22 In the early hours of 13 September 2019, the
accused drove the purple ute to the home of Daniel Simpson in Mount Terrick,
about
20 kilometres south of Gunbower. They discussed roof trusses. The accused
was in a bit of a state and rambling on about Forge. The
accused then left and
went to the Gunbower address.
23 At about 2.44am the
accused spoke with Ebony Lackmann and told her he was at home. After that call
the accused and Johnson met
in the Gunbower vicinity. Together they drove the
purple ute to Daltons Bridge, taking a loaded sawn off, side by side shotgun
with
them.
24 Shortly
before 6.00am, the deceased, Warby and McDonald were working on a Holden
Commodore sedan parked next to a shed in the driveway
of the premises. As the
purple ute pulled into the driveway, the deceased asked who it was. Warby
replied ‘I don’t know’.
Warby heard the sound of two doors
opening. The deceased said ‘it’s Obes’. ‘Obes’ is
the nickname of
the accused.
25 The accused and
Johnson approached the three, who continued to work on the vehicle. Johnson
discharged a round from the shotgun
into the air. He yelled to the three to sit
down or get to the ground. Warby and McDonald complied. When on the ground,
McDonald
saw a side by side double barrel shotgun held by Johnson, who was then
standing on the driver’s side of the Holden Commodore.
26 The accused began arguing with the deceased. A
physical altercation developed.
27 The accused then
went into the shed. He yelled ‘where is the recording box?’. The
deceased replied that it was ‘in
the corner.’ The accused returned
outside and again demanded to know where the box for the cameras was located.
Johnson struck
the deceased with the gun, causing him to fall to the ground. The
deceased said that the box was ‘under the TV’. The
accused returned
to the shed, located the unit attached to the underside of the work bench and
removed the internal hard drive. The
outer shell remained attached to the bench.
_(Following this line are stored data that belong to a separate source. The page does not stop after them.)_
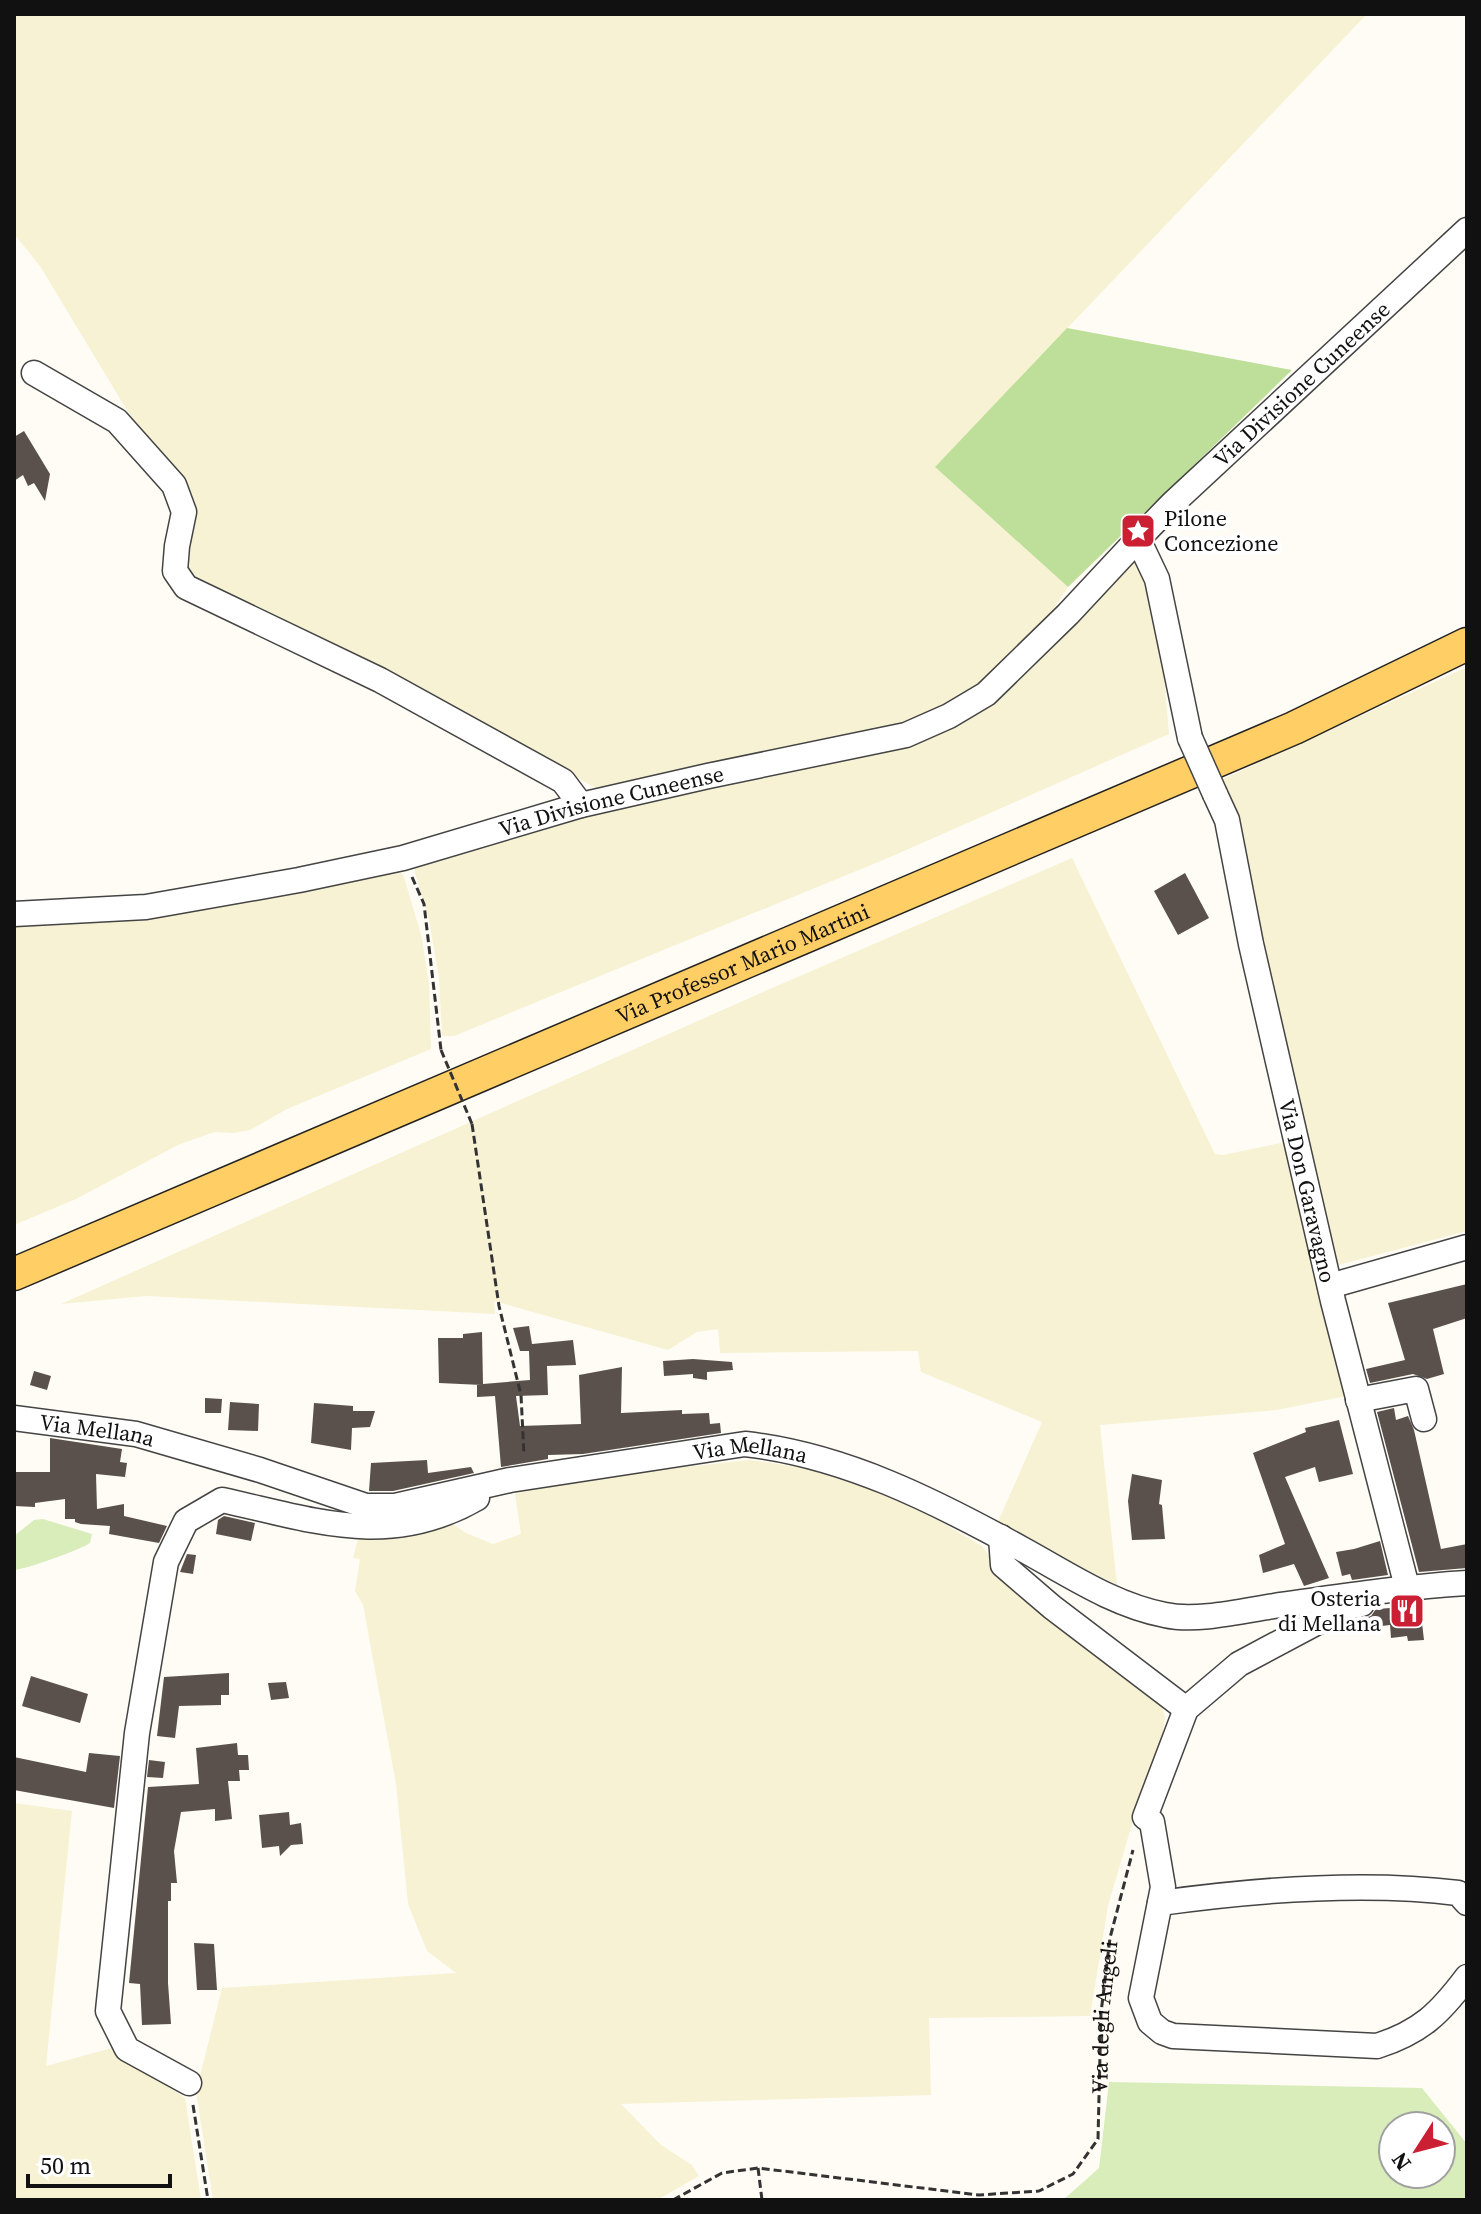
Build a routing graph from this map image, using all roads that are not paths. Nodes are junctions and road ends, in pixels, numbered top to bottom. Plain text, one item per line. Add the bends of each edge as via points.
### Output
1 (1467, 230) edge
2 (34, 373) dead end
3 (1138, 539) junction
4 (1467, 644) edge
5 (581, 805) junction
6 (14, 914) edge
7 (1467, 1247) edge
8 (1467, 1265) edge
9 (14, 1274) edge
10 (1331, 1294) junction
11 (1358, 1400) junction
12 (14, 1418) edge
13 (1424, 1419) dead end
14 (517, 1479) junction
15 (1001, 1537) junction
16 (1467, 1583) edge
17 (1407, 1587) junction
18 (1186, 1709) junction
19 (1160, 1903) junction
20 (1467, 1903) edge
21 (1467, 1977) edge
22 (189, 2083) road end

1 - 3 street, Via Divisione Cuneense
2 - 5 street via 117,421 174,485 184,512 175,571 186,587 406,694 563,781
3 - 5 street, Via Divisione Cuneense via 986,694 949,716 906,735
3 - 10 street, Via Don Garavagno, bridge via 1157,579 1190,738 1227,820
4 - 9 main road, Via Professor Mario Martini via 1294,728
5 - 6 street, Via Divisione Cuneense via 403,858 161,905
7 - 10 street
8 - 10 street
10 - 11 street, Via Don Garavagno
11 - 13 street via 1416,1389
11 - 17 street, Via Don Garavagno
12 - 14 street, Via Mellana via 136,1434 366,1506 395,1506
14 - 15 street, Via Mellana via 745,1444 783,1448 877,1477
14 - 22 street via 408,1526 354,1528 222,1500 186,1521 166,1562 137,1733 108,2011 127,2049
15 - 17 street, Via Mellana via 1120,1602 1168,1616 1212,1615
15 - 18 street via 1003,1565
16 - 17 street, Via Mellana
17 - 18 street via 1399,1597 1346,1607 1293,1634 1239,1664
18 - 19 street via 1145,1817 1152,1822 1163,1887
19 - 20 street via 1239,1892 1415,1888 1458,1893
19 - 21 street via 1141,1998 1150,2022 1173,2036 1377,2046 1406,2037 1441,2011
28 Whilst the accused was obtaining the hard drive,
Johnson continued to yell at the deceased. The shotgun discharged. The round hit
the deceased in the head whilst he was in a position low down against another
car. Johnson said ‘yeah, I’ve killed him’
before walking back
past McDonald. Johnson said that he had to kill Warby and McDonald as well.
29 The accused exited
the shed with the hard drive. He met up with Johnson on the driveway. Johnson
was repeatedly saying ‘I’ve
killed him’. Johnson also tried to
re-load the shotgun. The fore-end of the firearm became detached and was left
behind as
the accused and Johnson ran back to the ute and left the scene. They
drove to Echuca, taking the hard drive and (most of) the shotgun
with them.
30 Warby and McDonald contacted emergency services.
Fearing the return of the accused and Johnson, Warby drove the deceased’s
vehicle through a corrugated iron fence, paddock gate and eventually into a
mailbox. He tried to call for help before returning to
the scene. McDonald
commenced CPR on the deceased, who was then still breathing.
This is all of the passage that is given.